--- Aim of the task ---
In the entries that follow, find the line containing "middle dip: (506, 540)" and the line containing "thumb tip: (595, 258)", then retype exactly the lines from the first through the second, pictures excluded.

--- Data excerpts ---
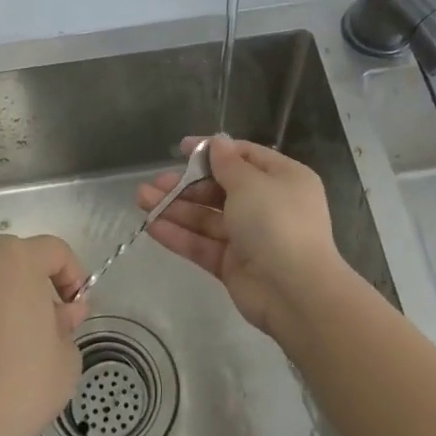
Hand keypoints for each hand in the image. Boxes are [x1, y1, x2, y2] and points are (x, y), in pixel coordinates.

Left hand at [0, 234, 88, 435]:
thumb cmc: (18, 391)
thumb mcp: (66, 360)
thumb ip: (66, 325)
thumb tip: (58, 315)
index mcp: (16, 261)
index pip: (54, 250)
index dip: (72, 276)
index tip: (75, 310)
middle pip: (9, 259)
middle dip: (28, 284)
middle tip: (39, 325)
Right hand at [135, 137, 342, 333]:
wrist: (294, 291)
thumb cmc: (276, 222)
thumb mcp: (251, 183)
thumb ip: (227, 164)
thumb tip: (217, 143)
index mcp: (282, 179)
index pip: (244, 157)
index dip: (212, 151)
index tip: (180, 149)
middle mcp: (268, 205)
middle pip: (221, 188)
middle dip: (186, 184)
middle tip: (155, 182)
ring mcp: (250, 237)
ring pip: (208, 217)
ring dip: (176, 208)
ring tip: (141, 199)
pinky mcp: (234, 265)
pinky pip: (204, 244)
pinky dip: (180, 235)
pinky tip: (152, 225)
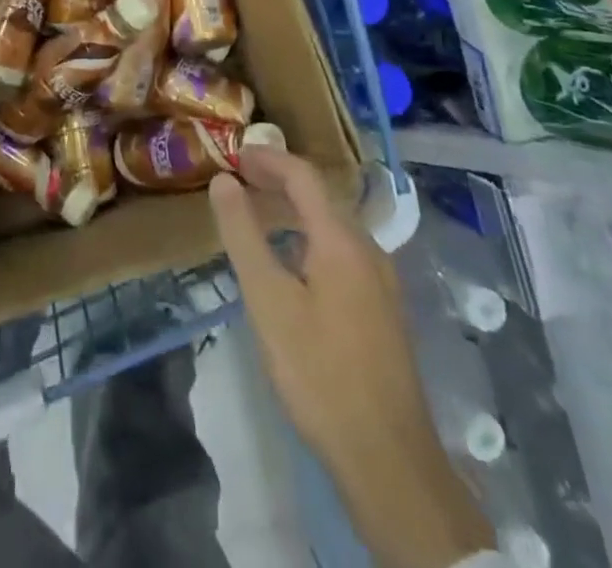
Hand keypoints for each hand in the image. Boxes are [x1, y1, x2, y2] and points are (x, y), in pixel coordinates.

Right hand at [210, 148, 491, 567]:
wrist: (387, 457)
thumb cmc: (319, 371)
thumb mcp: (268, 300)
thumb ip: (244, 235)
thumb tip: (223, 181)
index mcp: (342, 239)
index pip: (304, 175)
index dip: (268, 158)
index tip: (234, 154)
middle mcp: (369, 249)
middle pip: (322, 196)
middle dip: (280, 181)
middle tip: (239, 180)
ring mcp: (382, 281)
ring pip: (334, 225)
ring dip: (295, 210)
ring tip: (258, 216)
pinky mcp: (383, 310)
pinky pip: (343, 252)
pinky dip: (311, 237)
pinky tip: (292, 264)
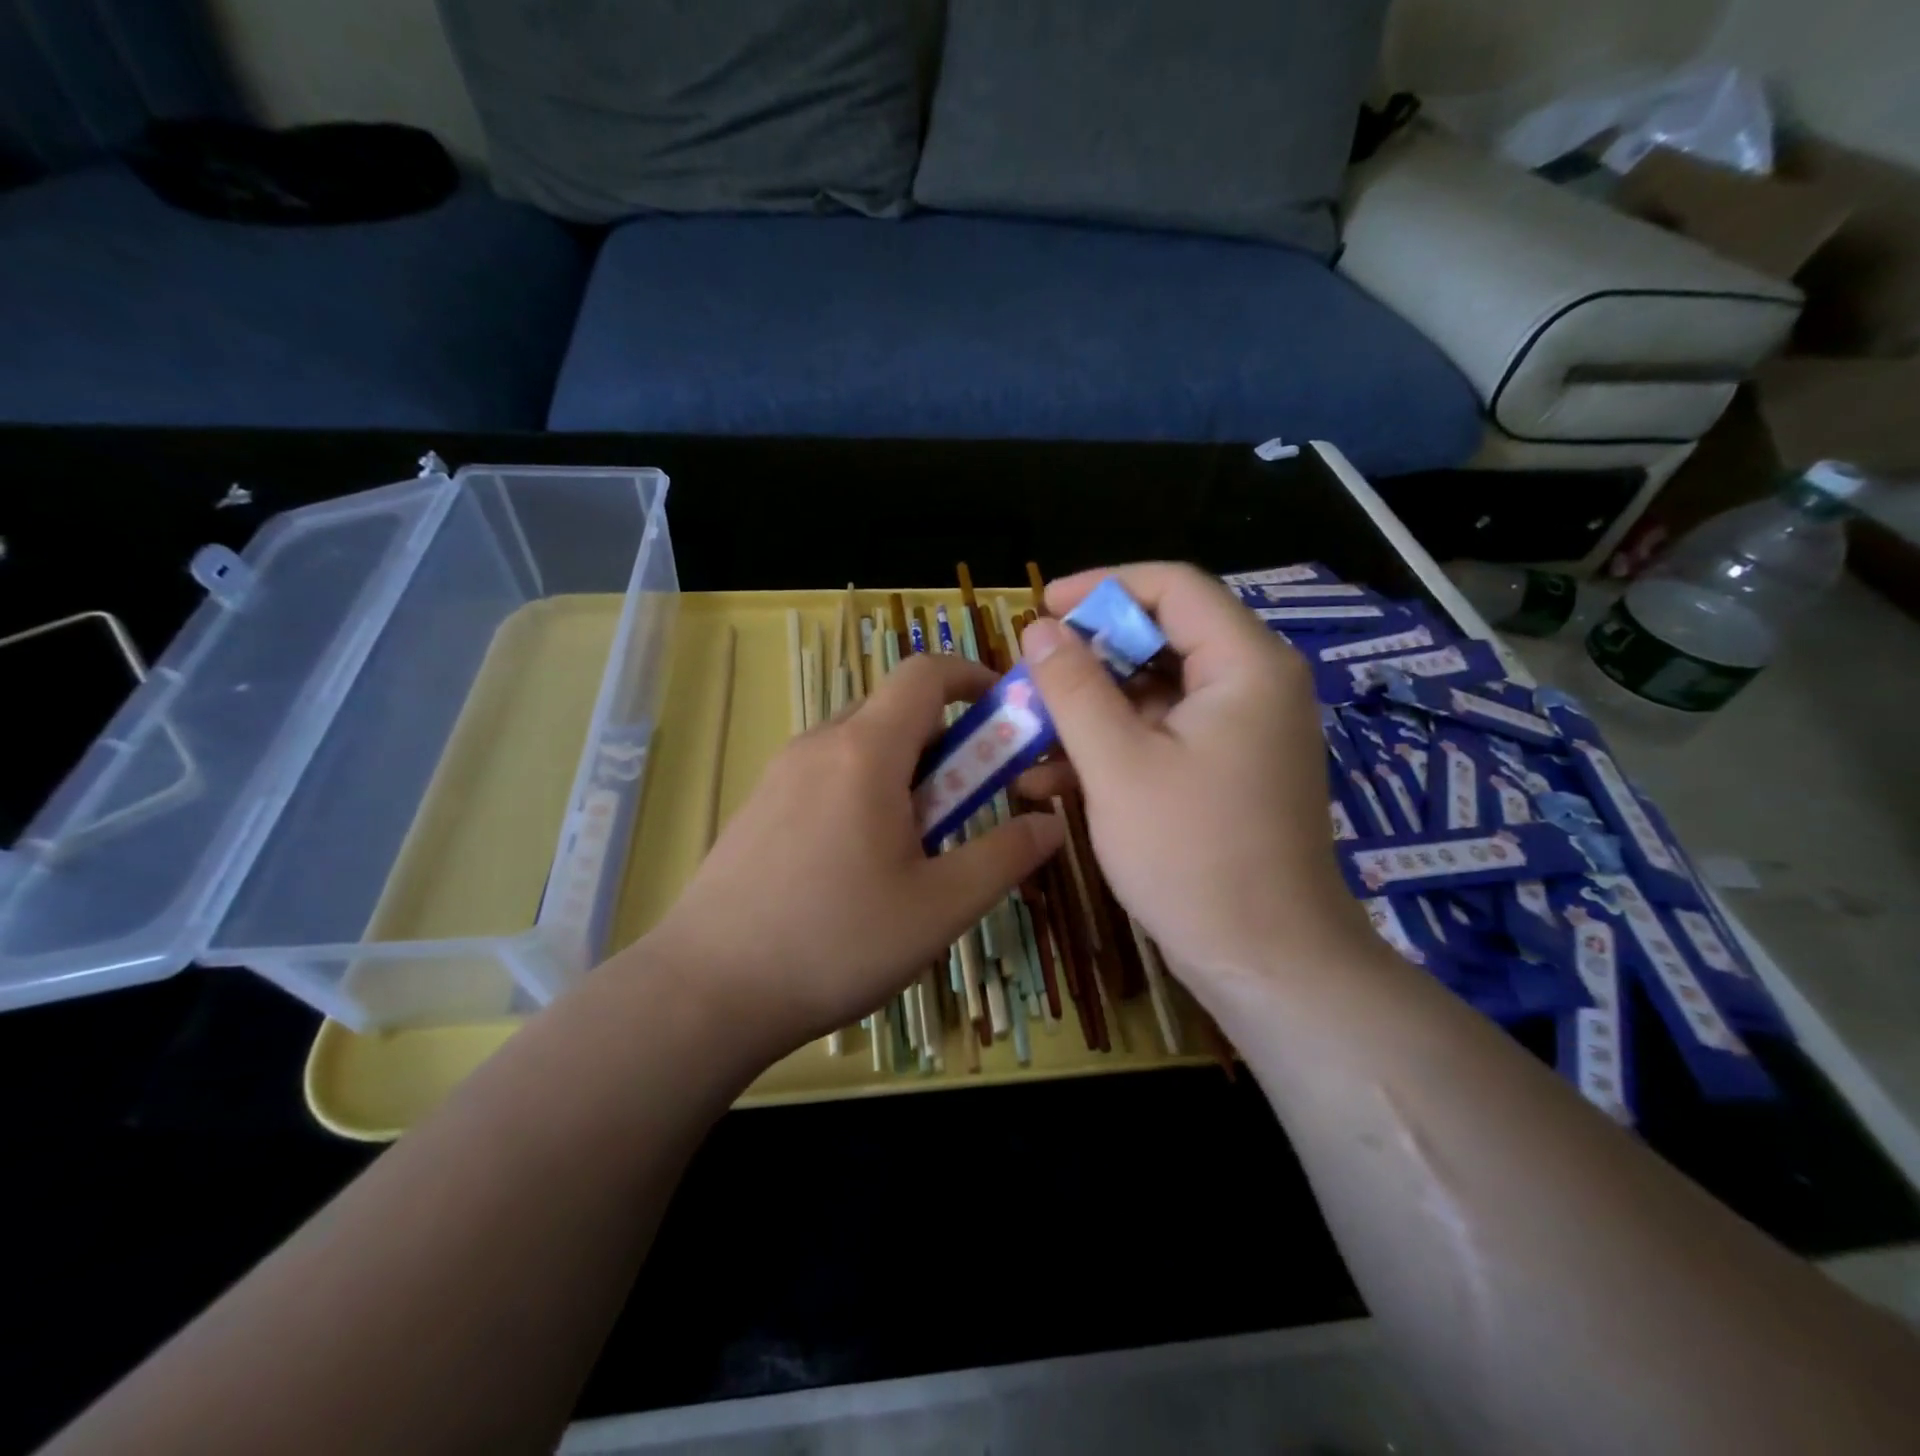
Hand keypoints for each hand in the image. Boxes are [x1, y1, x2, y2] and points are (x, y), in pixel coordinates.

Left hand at [641, 652, 1064, 1058]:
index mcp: (865, 751)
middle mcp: (818, 745)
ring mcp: (780, 774)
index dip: (972, 678)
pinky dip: (865, 791)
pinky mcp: (759, 807)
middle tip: (971, 803)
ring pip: (861, 745)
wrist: (706, 991)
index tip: (1005, 715)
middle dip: (947, 741)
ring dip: (905, 773)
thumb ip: (1004, 857)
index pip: (924, 673)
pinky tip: (862, 864)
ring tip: (919, 845)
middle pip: (895, 711)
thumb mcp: (940, 907)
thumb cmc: (835, 942)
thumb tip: (1051, 823)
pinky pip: (827, 774)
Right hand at [1018, 563, 1370, 989]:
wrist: (1265, 962)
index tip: (1041, 609)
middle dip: (1088, 658)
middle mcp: (1253, 685)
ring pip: (1154, 693)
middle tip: (1029, 677)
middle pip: (1161, 639)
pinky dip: (1112, 746)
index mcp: (1245, 665)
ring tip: (1027, 734)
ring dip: (1090, 709)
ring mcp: (1242, 732)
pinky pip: (1163, 736)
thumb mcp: (1117, 764)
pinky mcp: (1226, 771)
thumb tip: (1039, 629)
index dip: (1101, 588)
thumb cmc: (1192, 855)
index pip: (1172, 587)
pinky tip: (1052, 779)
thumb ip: (1073, 687)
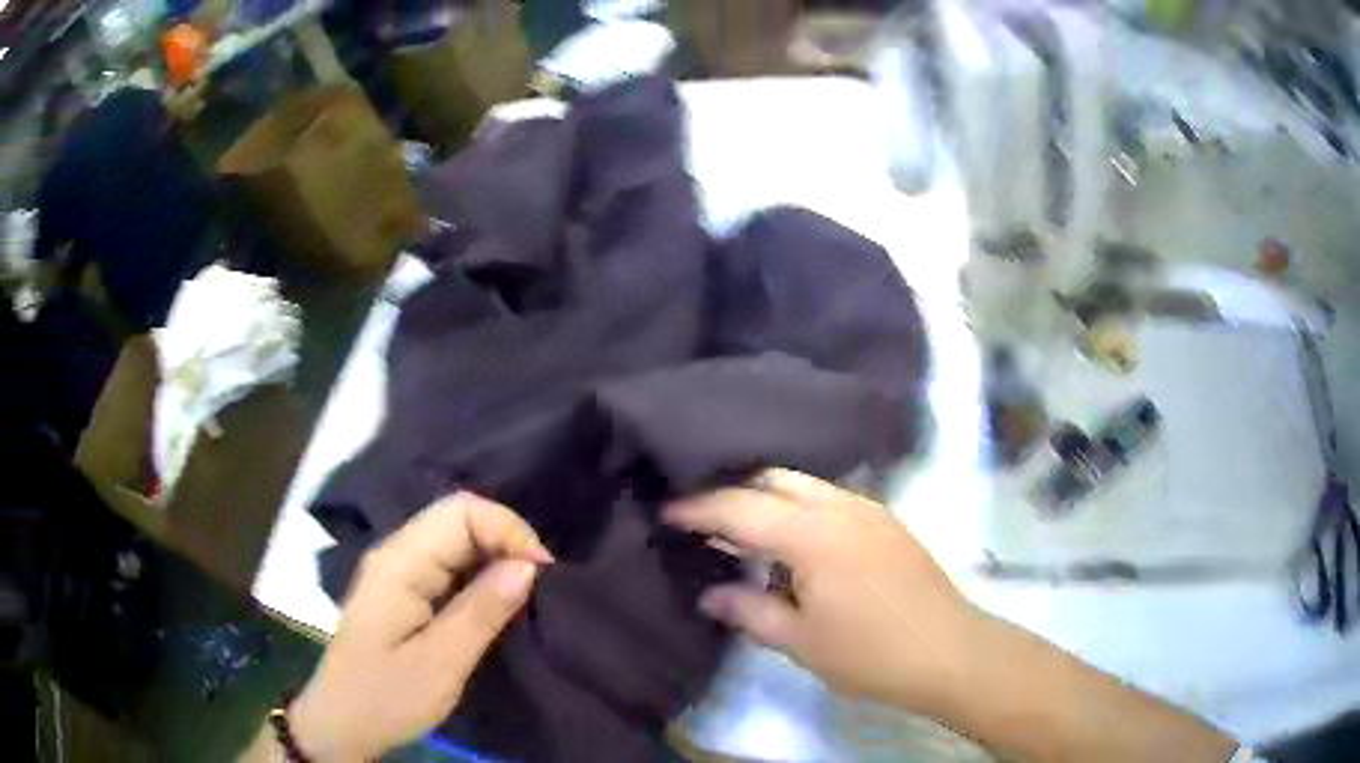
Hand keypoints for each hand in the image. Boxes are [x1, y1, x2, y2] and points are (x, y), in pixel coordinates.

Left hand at [288, 492, 552, 761]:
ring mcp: (397, 570)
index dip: (508, 530)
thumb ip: (482, 612)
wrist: (343, 723)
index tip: (542, 574)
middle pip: (458, 516)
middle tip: (539, 586)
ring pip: (455, 538)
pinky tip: (497, 600)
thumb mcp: (440, 664)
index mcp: (399, 563)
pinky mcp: (403, 589)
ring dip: (496, 556)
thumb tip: (528, 566)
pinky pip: (448, 562)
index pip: (460, 511)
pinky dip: (480, 572)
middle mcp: (396, 553)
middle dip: (506, 540)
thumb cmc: (387, 697)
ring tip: (526, 594)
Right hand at [663, 469, 981, 714]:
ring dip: (769, 497)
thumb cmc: (869, 652)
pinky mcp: (887, 522)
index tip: (666, 511)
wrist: (949, 651)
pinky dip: (799, 507)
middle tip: (703, 518)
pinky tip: (791, 538)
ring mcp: (869, 509)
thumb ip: (749, 611)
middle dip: (734, 490)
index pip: (742, 506)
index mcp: (813, 533)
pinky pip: (830, 498)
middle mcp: (841, 505)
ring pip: (805, 484)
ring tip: (742, 528)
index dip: (699, 508)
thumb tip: (711, 594)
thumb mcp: (800, 641)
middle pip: (775, 478)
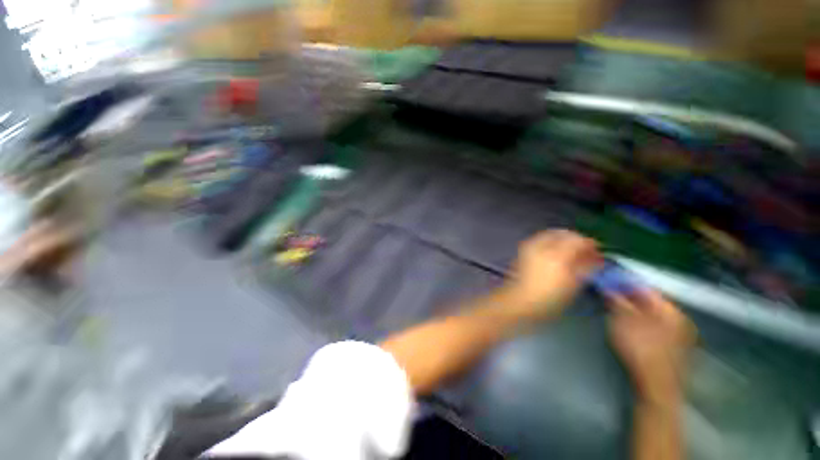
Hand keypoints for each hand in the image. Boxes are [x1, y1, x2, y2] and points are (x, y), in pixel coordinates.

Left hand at [505, 230, 601, 318]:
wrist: (520, 299)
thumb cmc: (549, 297)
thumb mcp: (573, 285)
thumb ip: (585, 268)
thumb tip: (595, 258)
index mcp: (557, 254)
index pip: (578, 240)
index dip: (590, 243)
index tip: (597, 251)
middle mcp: (543, 245)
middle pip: (564, 233)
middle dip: (576, 239)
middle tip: (584, 250)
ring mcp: (531, 245)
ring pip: (551, 234)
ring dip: (563, 239)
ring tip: (571, 251)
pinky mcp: (524, 249)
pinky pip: (541, 239)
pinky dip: (551, 241)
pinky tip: (555, 252)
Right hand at [608, 289, 694, 403]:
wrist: (656, 386)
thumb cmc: (640, 350)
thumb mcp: (623, 321)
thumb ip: (617, 301)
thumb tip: (609, 287)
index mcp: (670, 310)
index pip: (645, 288)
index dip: (624, 283)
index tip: (607, 280)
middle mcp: (678, 319)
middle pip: (650, 301)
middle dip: (629, 296)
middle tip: (609, 295)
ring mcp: (679, 334)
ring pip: (653, 314)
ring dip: (634, 309)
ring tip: (616, 309)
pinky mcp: (673, 347)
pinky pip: (655, 325)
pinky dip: (641, 321)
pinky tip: (629, 326)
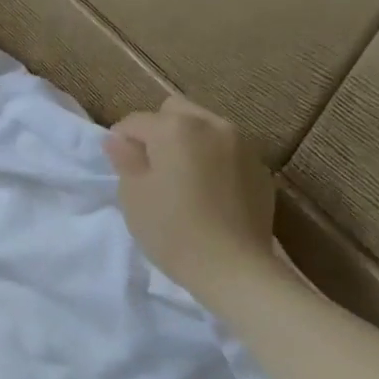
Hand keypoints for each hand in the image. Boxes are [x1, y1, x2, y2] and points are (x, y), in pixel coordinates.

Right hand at [103, 96, 279, 305]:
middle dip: (158, 131)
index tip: (119, 167)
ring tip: (181, 179)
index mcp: (175, 128)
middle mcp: (212, 125)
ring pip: (205, 128)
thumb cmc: (171, 229)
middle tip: (150, 167)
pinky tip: (207, 193)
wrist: (232, 266)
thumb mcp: (133, 195)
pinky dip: (212, 161)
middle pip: (175, 112)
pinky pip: (227, 151)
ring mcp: (243, 144)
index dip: (120, 141)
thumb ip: (125, 159)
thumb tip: (118, 140)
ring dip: (188, 143)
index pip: (135, 121)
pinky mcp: (260, 168)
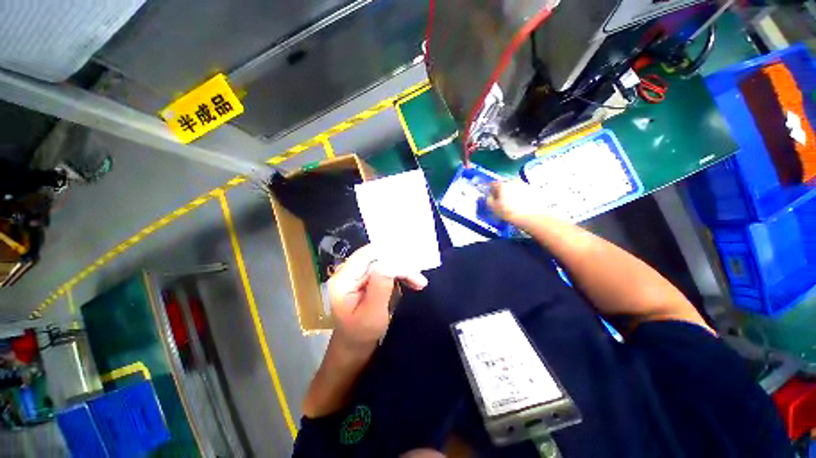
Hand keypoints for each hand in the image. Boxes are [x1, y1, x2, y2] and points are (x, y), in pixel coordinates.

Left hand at [328, 245, 427, 349]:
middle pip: (377, 256)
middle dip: (400, 264)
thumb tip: (390, 263)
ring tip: (418, 283)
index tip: (412, 268)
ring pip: (384, 260)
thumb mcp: (372, 314)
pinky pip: (385, 267)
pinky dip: (399, 273)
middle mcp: (348, 271)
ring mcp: (357, 272)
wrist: (354, 344)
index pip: (368, 256)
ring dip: (402, 269)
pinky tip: (410, 281)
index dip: (390, 257)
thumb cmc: (362, 334)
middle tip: (419, 279)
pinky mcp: (366, 276)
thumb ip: (380, 287)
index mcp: (343, 279)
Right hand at [486, 180, 545, 225]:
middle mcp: (513, 181)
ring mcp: (524, 184)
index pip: (492, 184)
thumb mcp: (493, 208)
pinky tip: (520, 203)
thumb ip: (488, 199)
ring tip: (511, 203)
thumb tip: (488, 196)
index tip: (489, 195)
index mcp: (502, 184)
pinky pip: (522, 191)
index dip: (490, 190)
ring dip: (511, 192)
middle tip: (500, 200)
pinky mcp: (532, 190)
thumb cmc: (509, 213)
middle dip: (501, 191)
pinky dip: (520, 195)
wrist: (530, 217)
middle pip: (504, 184)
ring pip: (514, 187)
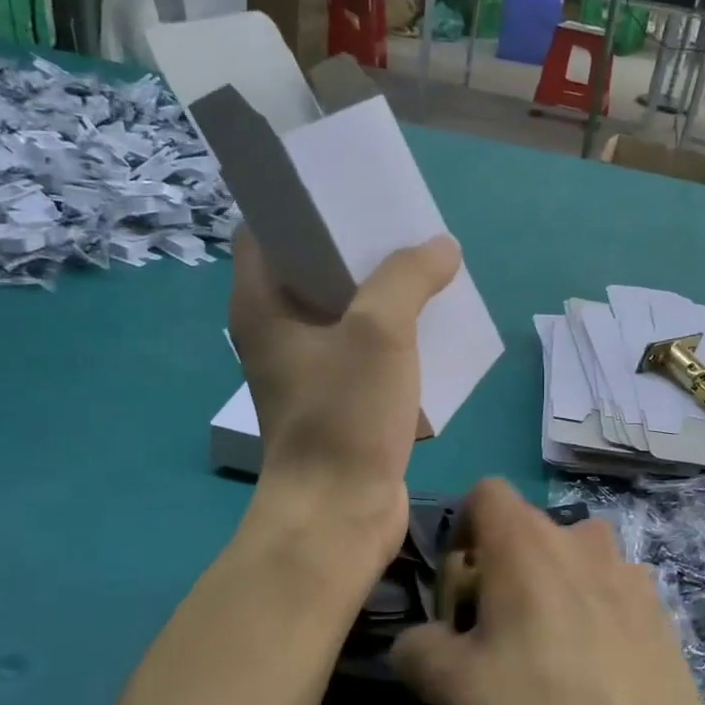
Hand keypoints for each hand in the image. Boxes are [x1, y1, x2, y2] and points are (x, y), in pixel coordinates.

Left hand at [229, 229, 460, 554]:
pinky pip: (364, 349)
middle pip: (313, 267)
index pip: (266, 229)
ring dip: (384, 291)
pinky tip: (433, 325)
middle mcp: (277, 331)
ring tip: (429, 268)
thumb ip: (410, 277)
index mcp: (262, 304)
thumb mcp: (380, 332)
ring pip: (345, 311)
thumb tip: (442, 247)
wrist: (340, 515)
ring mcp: (307, 369)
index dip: (303, 203)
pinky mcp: (337, 399)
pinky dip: (394, 334)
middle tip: (405, 225)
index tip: (349, 189)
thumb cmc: (344, 416)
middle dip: (358, 245)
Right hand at [391, 480, 704, 704]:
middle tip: (495, 633)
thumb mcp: (455, 690)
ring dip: (554, 588)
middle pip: (530, 531)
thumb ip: (419, 648)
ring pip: (574, 561)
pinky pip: (611, 592)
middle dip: (505, 568)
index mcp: (526, 543)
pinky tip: (597, 674)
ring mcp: (628, 572)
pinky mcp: (659, 608)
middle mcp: (580, 540)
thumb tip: (416, 641)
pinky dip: (594, 614)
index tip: (460, 580)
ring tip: (549, 654)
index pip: (486, 492)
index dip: (465, 526)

--- Completed exercise ---
middle dip: (506, 540)
thumb cmc: (387, 697)
ring tip: (526, 594)
Right hand at [663, 469, 981, 714]:
ring dip: (769, 497)
thumb cmc: (869, 652)
pinky mcp: (887, 522)
index tip: (666, 511)
wrist: (949, 651)
pinky dip: (799, 507)
middle tip: (703, 518)
pinky tip: (791, 538)
ring mcp: (869, 509)
thumb ip: (749, 611)
middle dip: (734, 490)
index pip: (742, 506)
index mcp: (813, 533)
pinky pip: (830, 498)
middle mcp: (841, 505)
ring pip: (805, 484)
ring tip: (742, 528)
index dip: (699, 508)
thumb tip: (711, 594)
thumb mcp: (800, 641)
middle pip: (775, 478)
Hand keypoints for each hand in the image. Boxes are [x1, y1, x2, y2] and points are (x, y), in pixel coordinates.

Left hand at [505, 230, 601, 318]:
wrist: (520, 299)
thumb cmc: (549, 297)
thumb mcp: (573, 285)
thumb ip: (585, 268)
thumb tip: (595, 258)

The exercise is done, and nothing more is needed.